* _What to produce_
Show every line from the entries that follow which holds the word "Wolf".
'''
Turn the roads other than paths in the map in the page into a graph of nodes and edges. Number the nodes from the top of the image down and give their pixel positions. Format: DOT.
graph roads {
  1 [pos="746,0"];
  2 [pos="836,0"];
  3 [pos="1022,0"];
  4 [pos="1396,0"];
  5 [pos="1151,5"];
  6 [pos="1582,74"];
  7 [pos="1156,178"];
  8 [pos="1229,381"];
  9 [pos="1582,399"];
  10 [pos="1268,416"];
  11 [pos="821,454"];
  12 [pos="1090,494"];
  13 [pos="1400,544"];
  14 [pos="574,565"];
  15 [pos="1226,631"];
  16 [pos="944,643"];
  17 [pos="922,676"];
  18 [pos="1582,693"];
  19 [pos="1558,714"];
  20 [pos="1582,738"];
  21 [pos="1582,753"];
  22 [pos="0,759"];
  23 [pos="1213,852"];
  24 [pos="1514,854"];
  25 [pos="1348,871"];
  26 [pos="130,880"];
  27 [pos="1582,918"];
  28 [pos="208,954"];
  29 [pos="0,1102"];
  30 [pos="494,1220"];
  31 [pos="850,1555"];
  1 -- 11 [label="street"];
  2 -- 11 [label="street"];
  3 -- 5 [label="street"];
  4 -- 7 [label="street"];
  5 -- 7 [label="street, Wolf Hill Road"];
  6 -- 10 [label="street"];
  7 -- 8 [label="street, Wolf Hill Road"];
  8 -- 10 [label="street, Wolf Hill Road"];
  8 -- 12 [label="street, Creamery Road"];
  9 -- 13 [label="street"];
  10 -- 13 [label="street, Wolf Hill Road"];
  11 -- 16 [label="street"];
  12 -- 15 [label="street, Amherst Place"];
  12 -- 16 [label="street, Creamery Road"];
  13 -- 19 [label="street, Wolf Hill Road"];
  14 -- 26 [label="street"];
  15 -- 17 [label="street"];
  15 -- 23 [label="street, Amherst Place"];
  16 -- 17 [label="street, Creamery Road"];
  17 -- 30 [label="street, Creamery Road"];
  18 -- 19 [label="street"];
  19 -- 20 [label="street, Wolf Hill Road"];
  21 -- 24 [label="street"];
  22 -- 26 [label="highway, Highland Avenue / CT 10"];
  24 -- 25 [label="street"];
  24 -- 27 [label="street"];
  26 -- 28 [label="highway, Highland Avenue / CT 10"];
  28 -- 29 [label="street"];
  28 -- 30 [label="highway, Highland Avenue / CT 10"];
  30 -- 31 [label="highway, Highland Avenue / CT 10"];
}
'''
* _Result of this task_
  5 -- 7 [label="street, Wolf Hill Road"];
  7 -- 8 [label="street, Wolf Hill Road"];
  8 -- 10 [label="street, Wolf Hill Road"];
  10 -- 13 [label="street, Wolf Hill Road"];
  13 -- 19 [label="street, Wolf Hill Road"];
  19 -- 20 [label="street, Wolf Hill Road"];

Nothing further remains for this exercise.